Марьина роща - страница 25
Все обычные этапы трактирщика прошел Шубин, пока выбился, что называется, в люди. Благодаря приданому он сразу перескочил из просто самостоятельных в следующий разряд. Будь менее труслив, он без большого труда мог бы теперь шагнуть и на высшую ступень. Но трактирные встречи с любопытными людьми многому его научили. Вылезать вперед в те времена было заманчиво, но и опасно. Зачем создавать себе врагов-завистников? Его жизнь должна быть скромной, невидной, а что у него есть и что он думает, — это уж его дело. Таким его и знали: ровным, спокойным удачником. Никто не считал его капиталов, не знал истинного состояния дел, считали его просто зажиточным трактирщиком. Этого именно он и хотел.
Несмотря на советы тестя, он не записывался ни в мещанское, ни в купеческое сословие, а упорно оставался по паспорту крестьянским сыном. Тесть уважал его настойчивость, но Петр об этом меньше всего думал. Жить в тени было просто по душе ему и выгодно.
Варвара Андреевна принесла в дом капитал. В дела мужа она не вмешивалась, но в делах домашних сумела постепенно ограничить властную свекровь. Отстраненная от дел, мать Петра уехала доживать свои годы в костромскую деревню. А Варвара Андреевна родила двух дочерей и сочла свое жизненное призвание выполненным…
…Разные люди жили в Марьиной роще. Все новые и новые люди появлялись в ее дамах, на улицах, в трактирах-клубах.
Сперва у вдовы Балаихи в светелке поселились трое волосатых. Нестриженые люди — не редкость в роще, но эти были не просто нестриженые, запущенные и не поповского сословия, а косматые, длинноволосые. Потом такие же, с длинными волосами — у кого подлиннее, у кого покороче — стали селиться в дешевых комнатках.
Прошло как будто совсем немного времени, и студенты стали вполне привычными обитателями Марьиной рощи. И даже несколько загадочными. А как же иначе? Ими вдруг заинтересовалась городская полиция. Околоточные надзиратели с узкими портфеликами стали навещать хозяев, сдающих комнаты студентам, и в непринужденной беседе выяснять, «не заметно ли чего» за жильцами.

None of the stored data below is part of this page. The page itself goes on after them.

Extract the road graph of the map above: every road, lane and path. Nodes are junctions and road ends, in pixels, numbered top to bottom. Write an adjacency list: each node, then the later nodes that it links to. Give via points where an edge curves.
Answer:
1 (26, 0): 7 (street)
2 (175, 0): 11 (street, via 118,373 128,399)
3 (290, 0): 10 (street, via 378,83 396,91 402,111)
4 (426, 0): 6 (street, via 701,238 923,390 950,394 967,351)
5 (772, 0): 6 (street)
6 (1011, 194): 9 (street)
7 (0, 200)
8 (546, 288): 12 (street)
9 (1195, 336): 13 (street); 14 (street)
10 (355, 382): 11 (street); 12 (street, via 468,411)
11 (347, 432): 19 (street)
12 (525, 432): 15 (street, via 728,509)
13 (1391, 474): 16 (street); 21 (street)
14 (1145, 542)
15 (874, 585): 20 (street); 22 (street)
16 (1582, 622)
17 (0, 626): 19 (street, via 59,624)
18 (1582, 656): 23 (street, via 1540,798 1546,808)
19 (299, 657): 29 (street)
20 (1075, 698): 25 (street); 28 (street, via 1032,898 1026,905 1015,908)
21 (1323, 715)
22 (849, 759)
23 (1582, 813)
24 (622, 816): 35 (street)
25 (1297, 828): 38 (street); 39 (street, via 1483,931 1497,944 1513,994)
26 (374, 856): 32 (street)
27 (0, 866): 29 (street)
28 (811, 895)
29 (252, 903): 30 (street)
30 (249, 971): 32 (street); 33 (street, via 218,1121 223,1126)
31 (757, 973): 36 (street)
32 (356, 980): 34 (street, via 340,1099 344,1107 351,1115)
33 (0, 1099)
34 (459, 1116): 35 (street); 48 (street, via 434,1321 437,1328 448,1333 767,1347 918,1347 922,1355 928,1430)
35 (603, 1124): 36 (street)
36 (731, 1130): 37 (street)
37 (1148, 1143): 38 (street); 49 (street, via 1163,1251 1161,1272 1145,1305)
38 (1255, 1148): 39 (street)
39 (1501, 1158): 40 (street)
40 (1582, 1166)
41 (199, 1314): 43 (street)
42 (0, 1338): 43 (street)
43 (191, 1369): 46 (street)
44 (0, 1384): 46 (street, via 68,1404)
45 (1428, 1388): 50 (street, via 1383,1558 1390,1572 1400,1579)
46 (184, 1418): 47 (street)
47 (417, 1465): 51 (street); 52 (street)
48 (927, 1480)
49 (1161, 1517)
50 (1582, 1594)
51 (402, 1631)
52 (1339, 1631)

Пока ничего не было заметно. Конечно, собираются, читают книжки, курят до одури, а так ничего: много не пьют, не безобразят. Да нет, не в том дело, пусть бы пили на доброе здоровье, а вот не говорят ли чего против царя-батюшки, против там министров и властей? Опять же, не поют ли запрещенные песни? Насчет царя и министров, слава богу, ничего не слышно, а какие такие запрещенные песни бывают — хозяйка и знать не знает… Впрочем, постой-ка: приходил намедни такой высокий, вихрастый, с рыжиной, и завели они песню про комара и дубочек, — так, может, это она и есть, запрещенная? Нет, эта ничего, про комара можно; но вообще пусть уважаемая Анна Петровна посматривает: народ молодой, ненадежный, того и гляди хозяйку подведут. Ежели ей что послышится, или, скажем, какую записку оброненную найдет, так об этом следует немедля сообщить ему, околоточному надзирателю; а он со своей стороны посодействует почтенной Анне Петровне в ее затруднениях, ну, допустим, если возникнут опять недоразумения по обвинению ее в шинкарстве. Пока об этом и речи нет, но все может быть…
И Анна Петровна затихала у себя за перегородкой, когда волновались и спорили студенты; тщетно пыталась, бедная, понять смысл их речей, — и слова вроде русские, а ничего не поймешь, — или запомнить хоть слово какое из всего непонятного, что пели жильцы. Запомнила было «гадеаму», да больно уж чудное слово показалось, такое околоточному и сказать стыдно, засмеет…
Далеко не к одной Анне Петровне наведывался околоточный.
Андрей Терентьевич Катков, по-уличному Шкалик, зажиточный сапожник, обладатель домика с садочком, пустил на квартиру трех вихрастых, но иного сорта. Они звались студентами Училища живописи: учатся, мол, рисовать, выучатся — станут художниками. Шкалик был доволен жильцами: полиция ими не интересовалась, хлопот с ними было мало, а когда заходили приятели и девушки (а художники нередко бывали при деньгах), они неизменно приглашали на чарку Шкалика.
Все бы хорошо, да стала мутить воду супруга Андрея Терентьевича, дама высоких моральных качеств, подавлявшая мужа добродетелью и сурово осуждавшая даже мелкие грешки. Она-то и начала портить отношения мужа с жильцами.